Feiru felt furious. Her jaw tightened. Her fingers curled into fists. She stared at the photo, breathing hard, her eyes burning but not with sadness this time, but rage.

“Now there is no need and time for guilt, pity, and sympathy. I hate those looks more than anything and you know that!” she muttered. “Time has flown by. And I am what I am. And I am happy.”

She walked over, grabbed the photo frame with one hand, and without another word, threw it straight out of the window.

She walked to the edge and looked down from the fiftieth floor, her arms crossed, her face cold. Her eyes scanned the pavement below, where the photo had disappeared.

“I hate people who stare at me like that, even if it’s my own younger self.” she whispered, more to herself than anyone else. “She isn’t sure about her own desire. How is she talking about my well-being? Huh. Pathetic little bud.”

She turned away from the window, walked back into the ever growing silence of her luxury apartment.

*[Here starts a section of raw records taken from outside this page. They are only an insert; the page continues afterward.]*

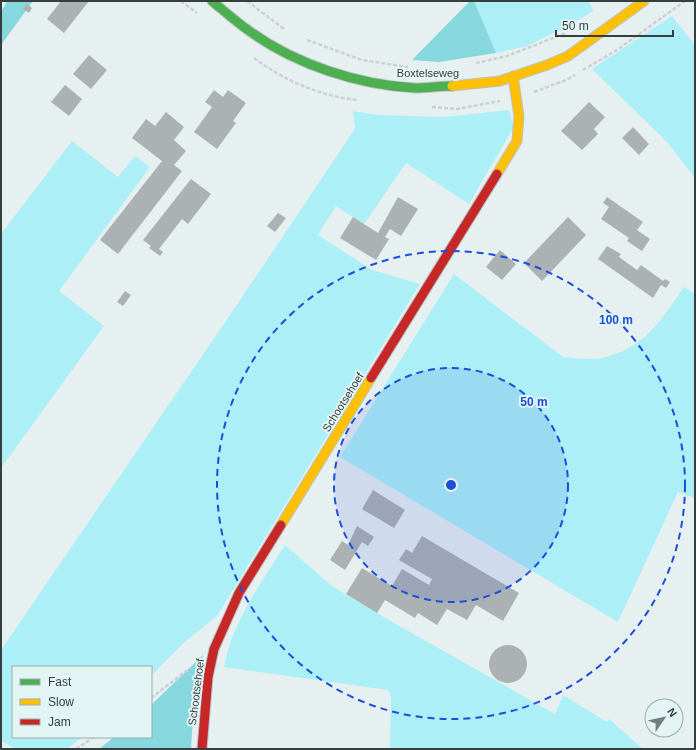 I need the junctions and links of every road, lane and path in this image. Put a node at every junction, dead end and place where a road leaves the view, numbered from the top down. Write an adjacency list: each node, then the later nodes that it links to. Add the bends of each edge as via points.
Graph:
1 (212, 1): 9 (street, Boxtelseweg, via 273,46 334,73 375,84 416,88 464,86 500,81)
2 (247, 1): 4 (path)
3 (644, 1): 9 (street, Boxtelseweg, via 568,56)
4 (286, 30)
5 (568, 32): 7 (path, Boxtelseweg, via 507,56)
6 (304, 39): 8 (path, Boxtelseweg, via 362,60)
7 (473, 64)
8 (412, 68)
9 (513, 76): 14 (street, Schootsehoef, via 519,109 520,127 517,141 239,594 214,649 208,677)
10 (195, 664): 11 (path)
11 (152, 697)
12 (92, 738): 13 (path)
13 (76, 749)
14 (202, 749) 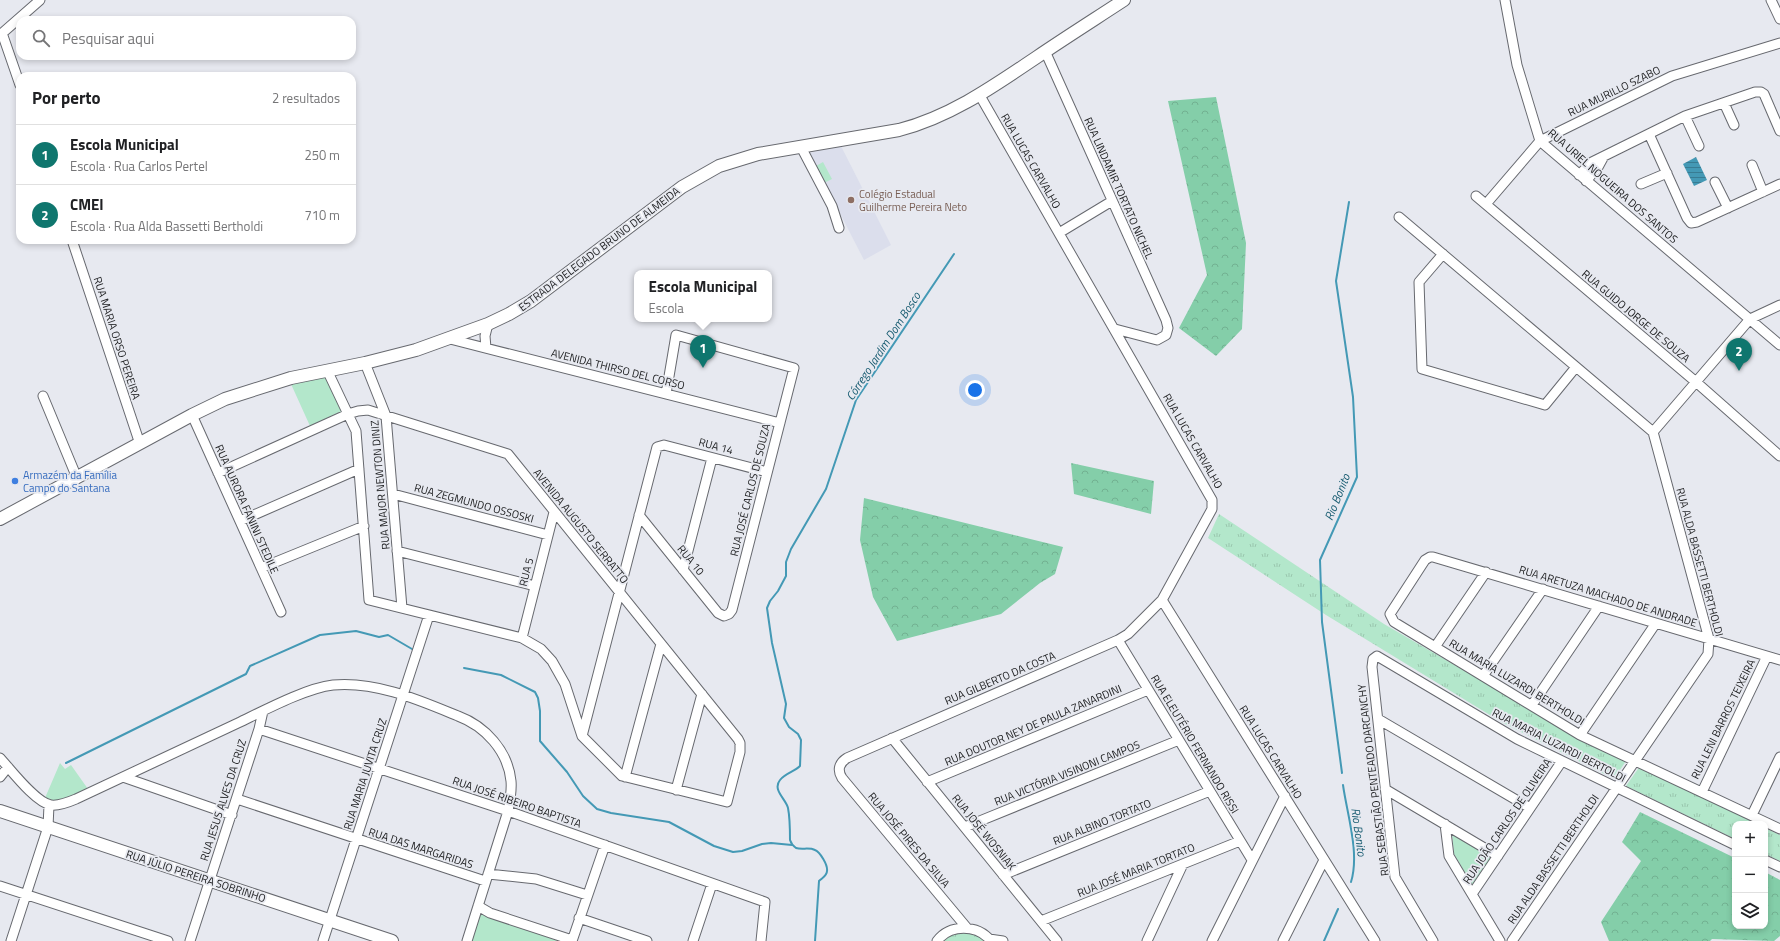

“Being a person in control of her own life has changed me a lot. I have to be on guard always,” she said under her breath.

“I even question my own self now. Tsk, what a bummer… that was my favorite photo. But not anymore. Because I’m not that person. And I don’t need reminders.”

Her voice was firm, but her steps slowed as she crossed the room. The silence thickened again, but this time, it wasn’t from shock. It was the kind of silence that comes after a long fight within. That photo hadn’t spoken by magic. She had made it.

Years ago, when the fire inside her was still burning for something more than just survival. When the pain of what happened to her still kept her up at night. When she was still chasing a kind of healing she didn’t know how to name.

She had poured herself into research. Studied how memories could be programmed. How a digital photo could be built to respond. Speak. Remember. She built the frame herself, her own creation. Her own invention. A desperate attempt to hold onto the part of her she felt slipping away.

Because after the silence. After the unforgettable incident that happened decades ago, Feiru was forced her into pretending that it never happened. After she pushed herself through university, then climbed higher and higher, past every limit, through every shortcut, into a life built on control and fear, she realized she didn’t recognize herself anymore.

So she created the photo.

She needed it to blink. To speak. To remind her. But now… now she knew. It was useless. It was pathetic.

Because even if the photo remembered who she was, she doesn’t want that girl back. She didn’t want that softness. That unmatchable spark. That intense light. Not anymore atleast. Because now her world is completely dark and there is no room for light. The frame did what she had made it to do… it remembered. It spoke. But it was too late.

Feiru walked away from the window and sat back down on the designer sofa. This time, without the espresso. Without the photo. Without the past.

She looked around at everything she had built. Everything she had fought for. And whispered,

“That version of me is gone. She doesn’t get to speak anymore.”


This story was supposed to be written to enter the July competition at Novelo. But I saw the ad a bit late and I didn’t had time to enter the competition. But, it didn’t stop me to explore the topic.